ABOUT THIS TASK :: Below are records to transcribe in full and unchanged; omit every picture.

....................

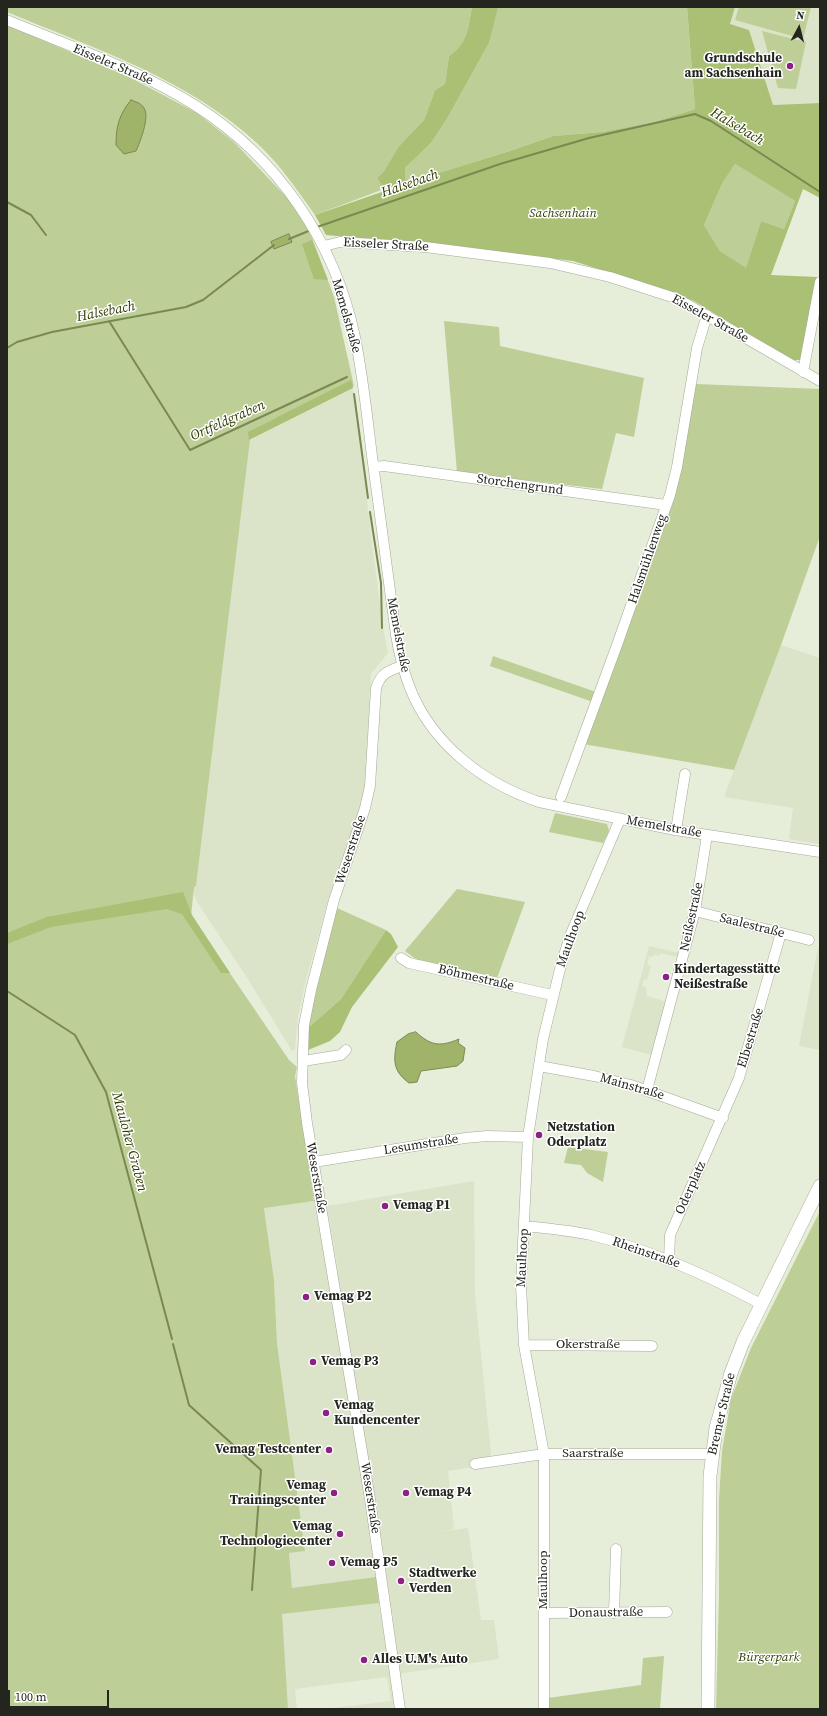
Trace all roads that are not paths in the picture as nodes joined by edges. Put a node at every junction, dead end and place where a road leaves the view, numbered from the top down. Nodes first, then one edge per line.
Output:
1 (7, 20) edge
2 (324, 246) junction
3 (819, 287) edge
4 (707, 315) junction
5 (803, 372) junction
6 (820, 381) edge
7 (374, 467) junction
8 (666, 505) junction
9 (402, 666) junction
10 (686, 774) dead end
11 (561, 797) dead end
12 (620, 820) junction
13 (676, 830) junction
14 (707, 835) junction
15 (820, 852) edge
16 (695, 911) junction
17 (781, 933) junction
18 (809, 940) dead end
19 (401, 958) dead end
20 (552, 995) junction
21 (346, 1050) dead end
22 (303, 1060) junction
23 (539, 1066) junction
24 (647, 1090) junction
25 (722, 1118) junction
26 (528, 1137) junction
27 (314, 1162) junction
28 (820, 1186) edge
29 (524, 1226) junction
30 (669, 1260) junction
31 (761, 1304) junction
32 (524, 1345) junction
33 (652, 1346) dead end
34 (544, 1454) junction
35 (712, 1454) junction
36 (475, 1464) dead end
37 (616, 1549) dead end
38 (667, 1612) dead end
39 (544, 1613) junction
40 (614, 1613) junction
41 (400, 1709) edge
42 (544, 1709) edge
43 (708, 1709) edge

1 - 2 street, Eisseler Straße
2 - 4 street, Eisseler Straße
2 - 7 street, Memelstraße
3 - 5 street
4 - 5 street, Eisseler Straße
4 - 8 street, Halsmühlenweg
5 - 6 street, Eisseler Straße
7 - 8 street, Storchengrund
7 - 9 street, Memelstraße
8 - 11 street, Halsmühlenweg
9 - 12 street, Memelstraße
9 - 22 street, Weserstraße
10 - 13 street
12 - 13 street, Memelstraße
12 - 20 street, Maulhoop
13 - 14 street, Memelstraße
14 - 15 street, Memelstraße
14 - 16 street, Neißestraße
16 - 17 street, Saalestraße
16 - 24 street, Neißestraße
17 - 18 street, Saalestraße
17 - 25 street, Elbestraße
19 - 20 street, Böhmestraße
20 - 23 street, Maulhoop
21 - 22 street
22 - 27 street, Weserstraße
23 - 24 street, Mainstraße
23 - 26 street, Maulhoop
24 - 25 street, Mainstraße
25 - 30 street, Oderplatz
26 - 27 street, Lesumstraße
26 - 29 street, Maulhoop
27 - 41 street, Weserstraße
28 - 31 main road, Bremer Straße
29 - 30 street, Rheinstraße
29 - 32 street, Maulhoop
30 - 31 street, Rheinstraße
31 - 35 main road, Bremer Straße
32 - 33 street, Okerstraße
32 - 34 street, Maulhoop
34 - 35 street, Saarstraße
34 - 36 street, Saarstraße
34 - 39 street, Maulhoop
35 - 43 main road, Bremer Straße
37 - 40 street
38 - 40 street, Donaustraße
39 - 40 street, Donaustraße
39 - 42 street, Maulhoop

....................

ANSWER FOR THIS EXERCISE ::
Trace all roads that are not paths in the picture as nodes joined by edges. Put a node at every junction, dead end and place where a road leaves the view, numbered from the top down. Nodes first, then one edge per line.
Output:
1 (7, 20) edge
2 (324, 246) junction
3 (819, 287) edge
4 (707, 315) junction
5 (803, 372) junction
6 (820, 381) edge
7 (374, 467) junction
8 (666, 505) junction
9 (402, 666) junction
10 (686, 774) dead end
11 (561, 797) dead end
12 (620, 820) junction
13 (676, 830) junction
14 (707, 835) junction
15 (820, 852) edge
16 (695, 911) junction
17 (781, 933) junction
18 (809, 940) dead end
19 (401, 958) dead end
20 (552, 995) junction
21 (346, 1050) dead end
22 (303, 1060) junction
23 (539, 1066) junction
24 (647, 1090) junction
25 (722, 1118) junction
26 (528, 1137) junction
27 (314, 1162) junction
28 (820, 1186) edge
29 (524, 1226) junction
30 (669, 1260) junction
31 (761, 1304) junction
32 (524, 1345) junction
33 (652, 1346) dead end
34 (544, 1454) junction
35 (712, 1454) junction
36 (475, 1464) dead end
37 (616, 1549) dead end
38 (667, 1612) dead end
39 (544, 1613) junction
40 (614, 1613) junction
41 (400, 1709) edge
42 (544, 1709) edge
43 (708, 1709) edge

1 - 2 street, Eisseler Straße
2 - 4 street, Eisseler Straße
2 - 7 street, Memelstraße
3 - 5 street
4 - 5 street, Eisseler Straße
4 - 8 street, Halsmühlenweg
5 - 6 street, Eisseler Straße
7 - 8 street, Storchengrund
7 - 9 street, Memelstraße
8 - 11 street, Halsmühlenweg
9 - 12 street, Memelstraße
9 - 22 street, Weserstraße
10 - 13 street
12 - 13 street, Memelstraße
12 - 20 street, Maulhoop
13 - 14 street, Memelstraße
14 - 15 street, Memelstraße
14 - 16 street, Neißestraße
16 - 17 street, Saalestraße
16 - 24 street, Neißestraße
17 - 18 street, Saalestraße
17 - 25 street, Elbestraße
19 - 20 street, Böhmestraße
20 - 23 street, Maulhoop
21 - 22 street
22 - 27 street, Weserstraße
23 - 24 street, Mainstraße
23 - 26 street, Maulhoop
24 - 25 street, Mainstraße
25 - 30 street, Oderplatz
26 - 27 street, Lesumstraße
26 - 29 street, Maulhoop
27 - 41 street, Weserstraße
28 - 31 main road, Bremer Straße
29 - 30 street, Rheinstraße
29 - 32 street, Maulhoop
30 - 31 street, Rheinstraße
31 - 35 main road, Bremer Straße
32 - 33 street, Okerstraße
32 - 34 street, Maulhoop
34 - 35 street, Saarstraße
34 - 36 street, Saarstraße
34 - 39 street, Maulhoop
35 - 43 main road, Bremer Straße
37 - 40 street
38 - 40 street, Donaustraße
39 - 40 street, Donaustraße
39 - 42 street, Maulhoop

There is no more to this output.